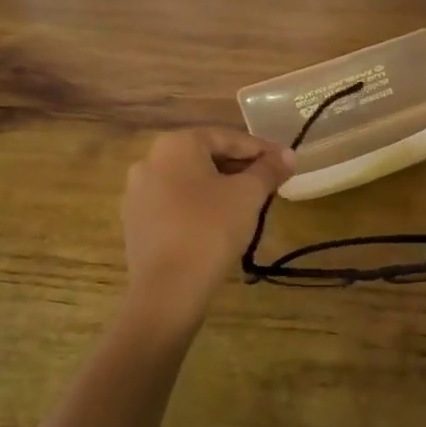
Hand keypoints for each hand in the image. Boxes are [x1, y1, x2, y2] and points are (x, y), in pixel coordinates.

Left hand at [122, 129, 292, 319]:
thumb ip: (269, 170)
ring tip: (248, 203)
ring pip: (190, 181)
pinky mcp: (136, 222)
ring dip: (220, 187)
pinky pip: (175, 204)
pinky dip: (200, 206)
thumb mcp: (248, 195)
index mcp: (175, 145)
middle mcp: (150, 160)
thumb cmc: (211, 229)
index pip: (227, 137)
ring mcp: (138, 193)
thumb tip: (288, 155)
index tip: (286, 163)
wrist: (168, 288)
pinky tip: (219, 223)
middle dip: (240, 168)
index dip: (262, 149)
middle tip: (270, 183)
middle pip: (206, 157)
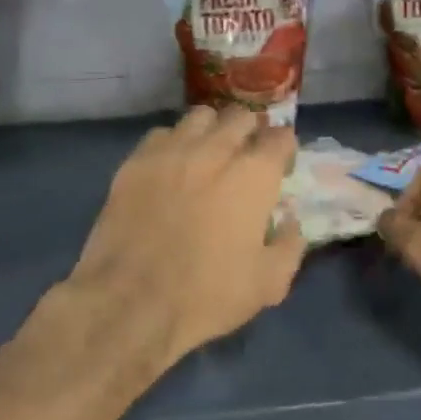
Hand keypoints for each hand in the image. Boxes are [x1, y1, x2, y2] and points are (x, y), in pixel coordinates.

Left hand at [66, 105, 304, 367]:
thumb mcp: (269, 284)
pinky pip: (162, 134)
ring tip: (208, 154)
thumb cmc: (207, 295)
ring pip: (201, 116)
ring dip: (212, 130)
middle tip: (245, 158)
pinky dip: (173, 144)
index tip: (281, 166)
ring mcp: (173, 150)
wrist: (130, 303)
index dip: (284, 149)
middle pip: (241, 116)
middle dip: (250, 132)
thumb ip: (289, 245)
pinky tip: (170, 168)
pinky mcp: (136, 160)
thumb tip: (290, 221)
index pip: (281, 137)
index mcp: (254, 174)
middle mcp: (216, 149)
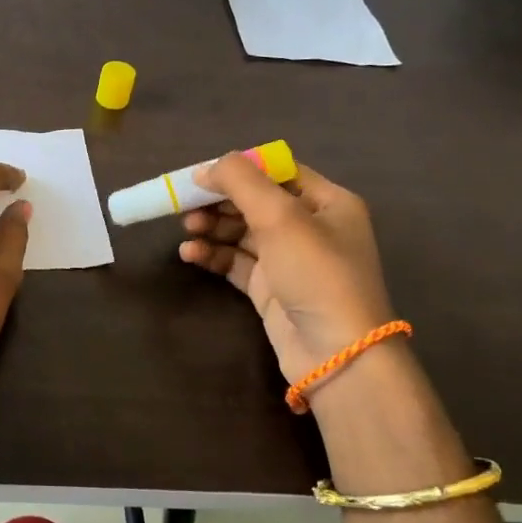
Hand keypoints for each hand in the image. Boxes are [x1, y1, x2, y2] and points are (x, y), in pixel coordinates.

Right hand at [178, 155, 395, 382]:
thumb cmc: (316, 273)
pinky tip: (190, 253)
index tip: (201, 175)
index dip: (239, 169)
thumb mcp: (280, 217)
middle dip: (219, 201)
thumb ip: (241, 182)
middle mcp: (311, 227)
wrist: (335, 353)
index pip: (278, 172)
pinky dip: (213, 254)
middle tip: (185, 205)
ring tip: (188, 231)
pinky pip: (235, 261)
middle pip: (255, 201)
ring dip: (213, 227)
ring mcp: (290, 260)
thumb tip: (205, 169)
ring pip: (242, 232)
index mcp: (327, 202)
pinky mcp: (270, 288)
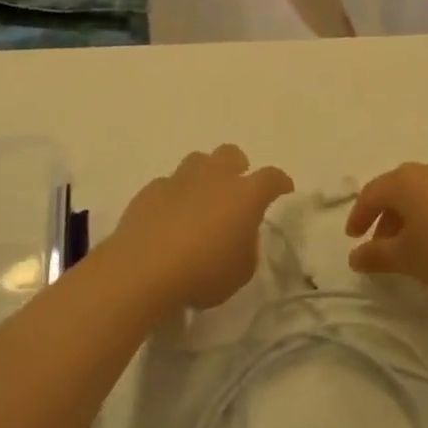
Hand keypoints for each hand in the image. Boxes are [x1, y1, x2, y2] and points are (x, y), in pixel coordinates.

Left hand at [115, 146, 293, 310]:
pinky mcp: (150, 191)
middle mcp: (214, 177)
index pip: (271, 177)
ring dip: (204, 175)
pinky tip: (169, 216)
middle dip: (238, 167)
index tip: (284, 188)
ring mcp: (179, 180)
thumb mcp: (241, 271)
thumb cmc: (203, 273)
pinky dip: (173, 195)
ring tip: (201, 199)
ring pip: (197, 161)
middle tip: (236, 189)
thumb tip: (238, 234)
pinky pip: (167, 184)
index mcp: (245, 195)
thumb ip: (246, 246)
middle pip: (231, 154)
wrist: (142, 270)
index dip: (280, 182)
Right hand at [345, 161, 427, 296]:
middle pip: (395, 191)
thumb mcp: (407, 259)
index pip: (371, 194)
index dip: (358, 217)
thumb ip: (376, 256)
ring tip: (407, 249)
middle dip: (383, 218)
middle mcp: (427, 170)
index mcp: (404, 181)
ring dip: (406, 219)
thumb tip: (355, 256)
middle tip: (378, 246)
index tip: (353, 239)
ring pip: (419, 195)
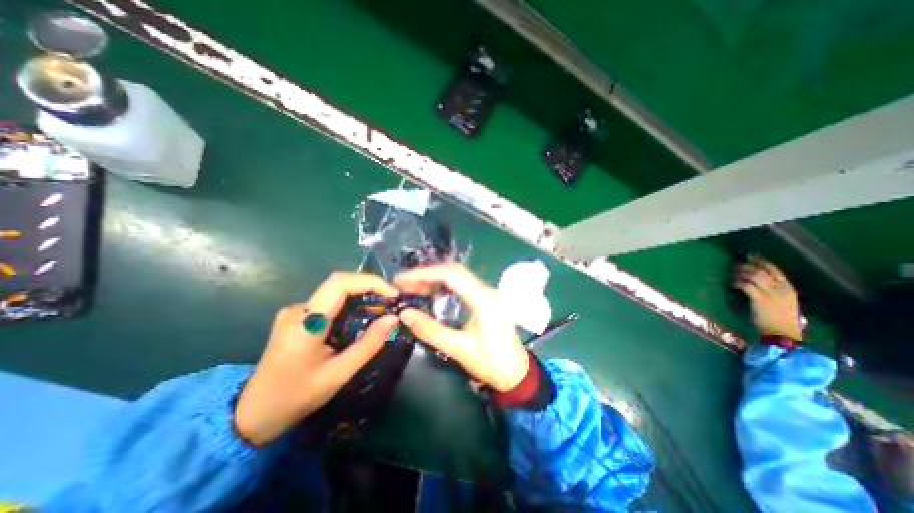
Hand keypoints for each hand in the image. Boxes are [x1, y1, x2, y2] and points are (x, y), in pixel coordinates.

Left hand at [233, 272, 399, 444]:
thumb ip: (368, 344)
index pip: (339, 282)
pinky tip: (359, 321)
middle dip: (370, 289)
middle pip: (340, 284)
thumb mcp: (338, 374)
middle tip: (391, 303)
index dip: (370, 281)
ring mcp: (295, 311)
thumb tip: (392, 318)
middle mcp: (298, 308)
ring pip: (336, 293)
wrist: (251, 415)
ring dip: (361, 298)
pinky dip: (350, 306)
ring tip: (381, 313)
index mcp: (305, 321)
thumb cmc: (295, 397)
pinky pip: (330, 303)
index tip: (393, 293)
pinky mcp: (297, 317)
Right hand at [393, 264, 528, 393]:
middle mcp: (486, 290)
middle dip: (427, 274)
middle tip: (404, 283)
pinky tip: (431, 293)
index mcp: (482, 298)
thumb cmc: (491, 363)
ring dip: (435, 279)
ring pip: (458, 277)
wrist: (517, 373)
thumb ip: (430, 330)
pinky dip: (444, 286)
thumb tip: (405, 313)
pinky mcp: (485, 300)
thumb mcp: (458, 348)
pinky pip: (462, 286)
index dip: (424, 273)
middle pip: (453, 271)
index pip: (450, 273)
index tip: (403, 279)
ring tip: (413, 287)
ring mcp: (487, 293)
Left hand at [733, 257, 800, 339]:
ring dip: (740, 273)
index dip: (761, 262)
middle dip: (747, 266)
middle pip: (762, 271)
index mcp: (789, 288)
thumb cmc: (781, 319)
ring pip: (753, 276)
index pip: (775, 270)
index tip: (749, 257)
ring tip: (733, 274)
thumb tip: (759, 281)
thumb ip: (776, 291)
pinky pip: (745, 285)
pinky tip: (732, 283)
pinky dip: (737, 282)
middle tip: (736, 265)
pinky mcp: (759, 299)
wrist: (782, 332)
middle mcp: (781, 288)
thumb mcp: (784, 302)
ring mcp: (770, 293)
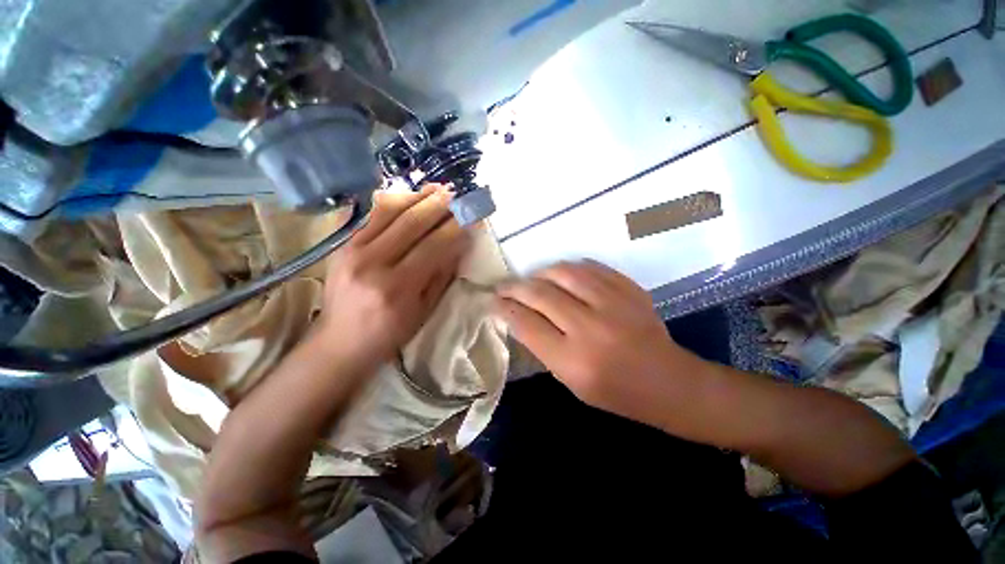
____
=== Directions for this task ===
Leaving every picture behind, retype the entries above exactly, from the first line through the line with "index mcp: (327, 202)", and stop there.

=== Exercise output ===
Hand keypoints for each hand in the image. Boxes are [x1, y1, x2, y2] and points are (x, y), in pixel coordinates.

Left hand at [122, 129, 292, 319]:
thumb ip: (269, 170)
ring tip: (248, 203)
ring pip: (190, 181)
pinky mcp: (136, 222)
ring dip: (220, 187)
pinky pip: (175, 204)
pinky dip: (200, 206)
thumb mcp: (248, 195)
index mcp: (175, 145)
middle mcp: (150, 160)
thumb cmc: (211, 229)
index pip: (227, 137)
ring mcp: (138, 193)
thumb tip: (288, 155)
index tip: (286, 163)
wrist: (168, 288)
pinky tip: (219, 223)
middle dip: (240, 168)
index dip: (262, 149)
middle tip: (270, 183)
middle pip: (206, 157)
Hand keypoints for each hand in the image. Boxes are [x1, y1, x2, y2] and points are (x, y), in pixel coordinates.

Left hand at [66, 105, 304, 367]:
thumb mcp: (269, 284)
pinky pip: (162, 134)
ring tip: (208, 154)
thumb cmc: (207, 295)
ring pip: (201, 116)
ring dip: (212, 130)
middle tip: (245, 158)
pinky dip: (173, 144)
index tip: (281, 166)
ring mcp: (173, 150)
wrist: (130, 303)
index dip: (284, 149)
middle pip: (241, 116)
middle dip: (250, 132)
thumb ip: (289, 245)
pinky tip: (170, 168)
pinky mcp: (136, 160)
thumb tip: (290, 221)
index pip: (281, 137)
index mcp: (254, 174)
middle mcp: (216, 149)
Hand keypoints for each hand in the image. Boxes are [x1, y1, x2, y2] and points are (x, y), in pixel coordinates.

Right hand at [178, 155, 395, 382]:
thumb cmc: (316, 273)
pinky tip: (190, 253)
index tip: (201, 175)
index dip: (239, 169)
thumb mcp: (280, 217)
middle dip: (219, 201)
thumb ip: (241, 182)
middle mcp: (311, 227)
wrist: (335, 353)
index pip: (278, 172)
pinky dip: (213, 254)
middle tip: (185, 205)
ring tip: (188, 231)
pinky pip: (235, 261)
middle pip: (255, 201)
ring dip: (213, 227)
ring mcp: (290, 260)
thumb tip: (205, 169)
ring pip: (242, 232)
index mcp: (327, 202)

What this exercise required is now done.